In this context, Quranic values such as equity, consultation, and honesty become normative tools for holding authority accountable. Allah the Almighty says: “O you who have believed, be persistently standing firm in justice, witnesses for Allah, even if it be against yourselves or parents and relatives” (An-Nisa’: 135). This confirms that the standard of justice in the Qur’an is not what the state or people deem right, but rather what conforms to the divine right. The Qur’an warns against concealing political and moral testimony, even from the closest of people, let alone from employees authorized to serve. This is confirmed in other places: “And do not conceal testimony. And whoever conceals it, his heart is sinful” (Al-Baqarah: 283). Remaining silent about deviations is not neutrality, but rather hidden participation in an injustice upon which reform cannot be built. As for Shura (consultation), it is not merely a formal constitutional principle. Rather, it is a Quranic spirit based on testimony, accountability, and the rejection of tyranny of opinion: “And their affairs are decided by consultation among themselves.” (Ash-Shura: 38)
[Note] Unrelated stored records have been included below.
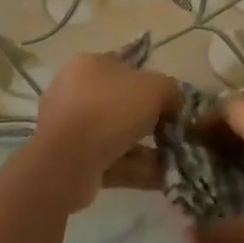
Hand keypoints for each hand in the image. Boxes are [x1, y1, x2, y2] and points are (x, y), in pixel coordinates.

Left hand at [33, 53, 180, 209]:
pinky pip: (109, 160)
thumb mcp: (157, 88)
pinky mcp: (69, 160)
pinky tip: (161, 177)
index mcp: (89, 64)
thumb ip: (172, 92)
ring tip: (174, 161)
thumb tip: (175, 106)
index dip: (152, 85)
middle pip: (122, 104)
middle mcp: (74, 92)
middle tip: (172, 134)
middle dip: (150, 122)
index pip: (126, 68)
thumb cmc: (111, 110)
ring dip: (146, 149)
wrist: (68, 161)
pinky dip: (135, 168)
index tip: (170, 105)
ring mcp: (69, 128)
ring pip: (117, 136)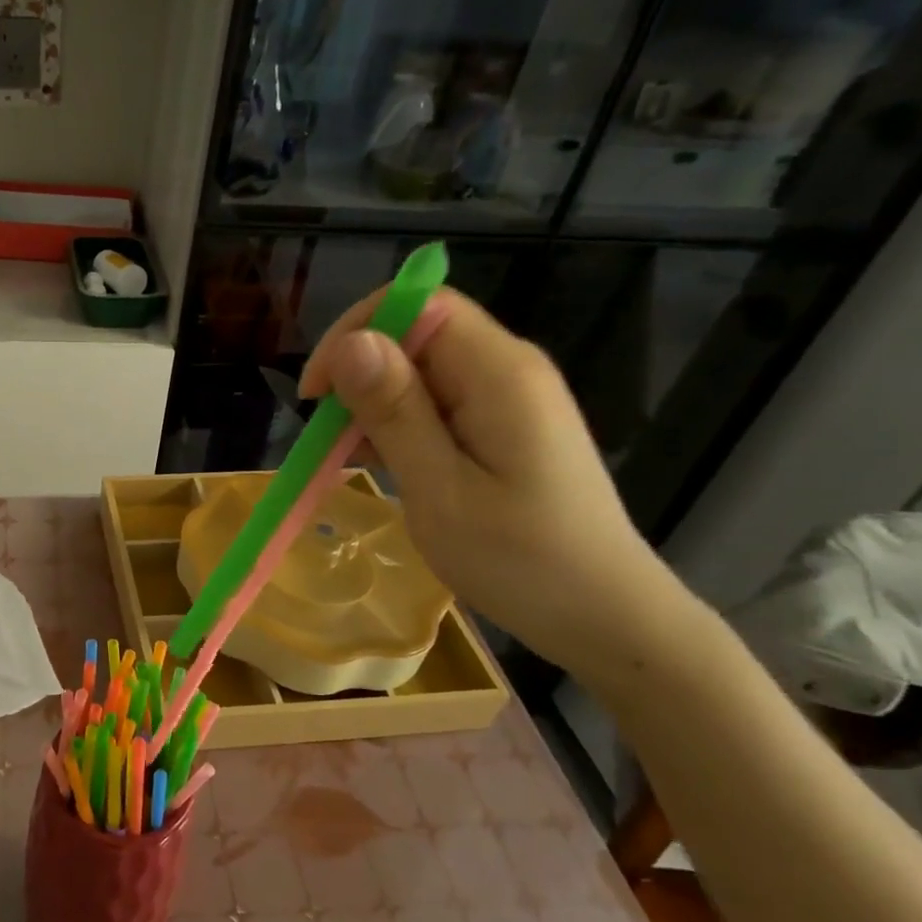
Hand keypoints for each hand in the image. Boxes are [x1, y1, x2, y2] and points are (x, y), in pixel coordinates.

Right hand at [299, 287, 677, 672]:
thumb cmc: (521, 561)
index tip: (317, 394)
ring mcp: (509, 398)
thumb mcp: (441, 490)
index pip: (419, 305)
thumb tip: (351, 341)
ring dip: (374, 404)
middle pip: (417, 334)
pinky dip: (399, 424)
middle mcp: (508, 370)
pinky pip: (437, 401)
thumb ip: (396, 412)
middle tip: (327, 438)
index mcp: (500, 374)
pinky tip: (385, 464)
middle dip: (360, 374)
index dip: (357, 331)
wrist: (604, 615)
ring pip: (421, 370)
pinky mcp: (504, 425)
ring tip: (350, 458)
From a realistic political perspective, the absence of these ethics from the public sphere renders the state a closed structure based on fear, not conviction. Citizenship becomes a mere collective silence, patriotism a tool for expelling dissent, and religion itself is used to numb the public conscience. Therefore, reviving the Quranic moral dimension in this way in politics does not mean Islamizing the state, but rather restoring the free individual, as honored by God, as the center of responsibility, and restoring the state as a means of justice, not an end in itself.
No to Bush’s political narrative:
The political narrative is based on the principle of “whoever is not with me is against me.” Between enemies of the state, who are described as lurkers with vile agendas threatening the nation, and loyalists who identify with the state to the point of appeasement, this constitutes a dangerous reduction of collective consciousness and reduces the space for participation to mere approval or hostility.
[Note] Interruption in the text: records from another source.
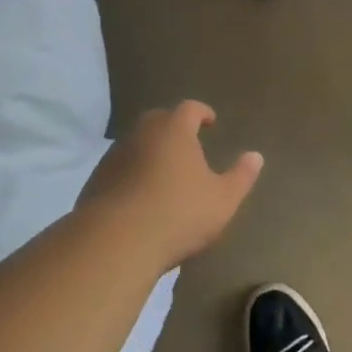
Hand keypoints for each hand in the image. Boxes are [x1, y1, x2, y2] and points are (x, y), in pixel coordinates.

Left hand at [77, 102, 263, 266]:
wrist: (115, 243)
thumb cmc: (178, 214)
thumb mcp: (223, 199)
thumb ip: (241, 176)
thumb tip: (256, 156)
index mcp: (174, 130)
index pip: (189, 108)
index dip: (202, 112)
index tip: (210, 121)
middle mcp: (141, 134)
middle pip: (158, 120)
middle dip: (174, 127)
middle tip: (187, 143)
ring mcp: (114, 156)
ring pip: (136, 143)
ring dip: (150, 150)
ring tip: (164, 171)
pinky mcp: (96, 181)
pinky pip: (119, 168)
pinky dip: (132, 173)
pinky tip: (140, 195)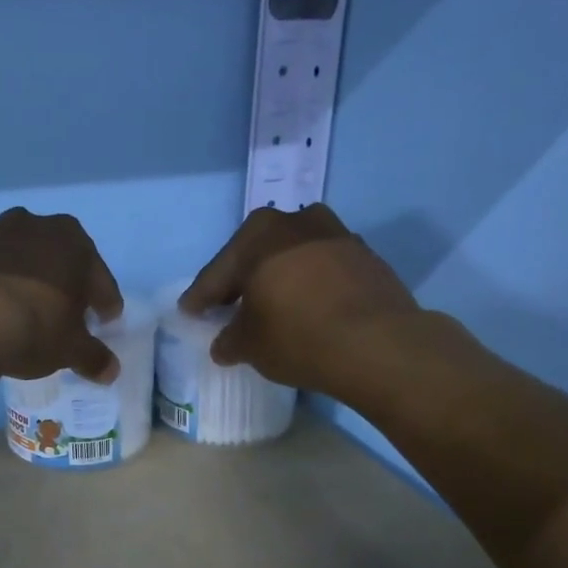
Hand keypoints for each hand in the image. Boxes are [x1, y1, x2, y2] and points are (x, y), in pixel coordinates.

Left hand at [0, 208, 125, 382]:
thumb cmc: (33, 326)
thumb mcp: (70, 349)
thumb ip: (93, 357)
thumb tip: (110, 370)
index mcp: (71, 240)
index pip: (98, 275)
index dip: (105, 301)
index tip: (106, 321)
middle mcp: (32, 226)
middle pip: (57, 258)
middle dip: (65, 284)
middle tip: (67, 315)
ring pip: (19, 261)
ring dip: (26, 282)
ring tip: (26, 314)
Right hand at [179, 205, 423, 395]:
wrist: (378, 344)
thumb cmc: (297, 336)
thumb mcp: (249, 345)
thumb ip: (229, 340)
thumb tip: (225, 343)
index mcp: (258, 235)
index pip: (218, 272)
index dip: (200, 298)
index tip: (189, 312)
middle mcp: (297, 222)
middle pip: (256, 256)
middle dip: (240, 282)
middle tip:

This binary mode of thinking excludes all other areas of opinion, which are colored across the spectrum, and which in reality represent the most important space for reform, correction, civilizational development, and the establishment of construction, construction, and beauty in society. No room is left for the critical citizen, the independent intellectual, or the one with a different opinion, because they do not belong to either pole. Critical awareness becomes an accusation, neutrality becomes a cowardly position, and anyone who seeks to construct a third narrative based on truth and the public interest is criminalized.
From a philosophical perspective, this situation represents what Habermas calls a “crisis of public communication,” where the public sphere is stifled and discourse monopolized by those with power, not those with arguments. From a Quranic perspective, it contradicts the Almighty’s statement: “And let not the hatred of a people prevent you from being just. Be just; that is nearer to righteousness.” (Al-Ma’idah: 8) because the binary narrative is based on hatred, not justice.
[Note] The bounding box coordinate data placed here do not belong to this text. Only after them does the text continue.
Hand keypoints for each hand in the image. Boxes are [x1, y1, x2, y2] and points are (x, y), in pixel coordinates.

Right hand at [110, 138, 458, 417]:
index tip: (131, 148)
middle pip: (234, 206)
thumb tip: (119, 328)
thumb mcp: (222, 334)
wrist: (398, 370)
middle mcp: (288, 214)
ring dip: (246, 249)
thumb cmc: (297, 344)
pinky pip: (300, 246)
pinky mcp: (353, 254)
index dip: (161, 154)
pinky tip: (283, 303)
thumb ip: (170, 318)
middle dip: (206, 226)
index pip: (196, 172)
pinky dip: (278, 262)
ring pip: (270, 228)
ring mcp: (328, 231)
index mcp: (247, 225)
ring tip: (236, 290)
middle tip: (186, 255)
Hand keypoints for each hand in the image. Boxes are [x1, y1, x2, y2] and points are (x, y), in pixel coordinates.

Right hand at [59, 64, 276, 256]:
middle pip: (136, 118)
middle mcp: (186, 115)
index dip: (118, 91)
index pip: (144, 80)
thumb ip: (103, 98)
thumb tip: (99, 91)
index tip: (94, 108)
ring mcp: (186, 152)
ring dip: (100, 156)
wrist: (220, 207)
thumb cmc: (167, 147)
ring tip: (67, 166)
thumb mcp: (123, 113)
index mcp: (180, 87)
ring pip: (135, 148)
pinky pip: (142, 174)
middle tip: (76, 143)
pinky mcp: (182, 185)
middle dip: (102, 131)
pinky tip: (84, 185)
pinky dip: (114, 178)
Building a modern state requires something broader than two opposing camps; it requires a third space where those who disagree can come together for justice, not division. Note that this division certainly serves the camp of the nation’s enemies, who are truly lurking and have infiltrated society itself through their hammers of demolition, not criticism. They wield criticism, not through the opinions expressed by those who wield constructive criticism, which support reform and help the government rebuild on sound foundations and adhere to a progressive path of improvement that ensures sustainability. This is achieved by pushing the government into self-isolation and withdrawing into its own opinions, immune to criticism from its supporters, on the one hand. On the other hand, it gives the nation’s enemies the pretext to exploit this division to their advantage by misleadingly marketing every critical opinion as an opposition calling for the overthrow of the regime and the destruction of the state, within the framework of the standards of the state’s own supporters, unfortunately.
Finally, it is striking that many of these defenders of the new state within a framework of sanctity are themselves victims of the old state, which raises a bitter question: Are we reproducing tyranny under the guise of revolution? This paradox means that the revolution has not yet succeeded in establishing a collective critical mind, and that political and cultural elites are now required to construct a new discourse that consolidates the principle that criticizing the state is not treason, but rather the essence of citizenship.
The essence of the modern state is not based on obedience, but on a balance between authority and accountability. Any state that is elevated above criticism transforms into an updated version of tyranny. In the new Syria, we need to revolutionize consciousness, not just institutions, and build a state that is not afraid of criticism, but rather thrives on it sustainably.
The most dangerous thing revolutions face is not only their enemies, but also their supporters, who turn into guardians of blind silence, rather than builders of a conscious collective conscience.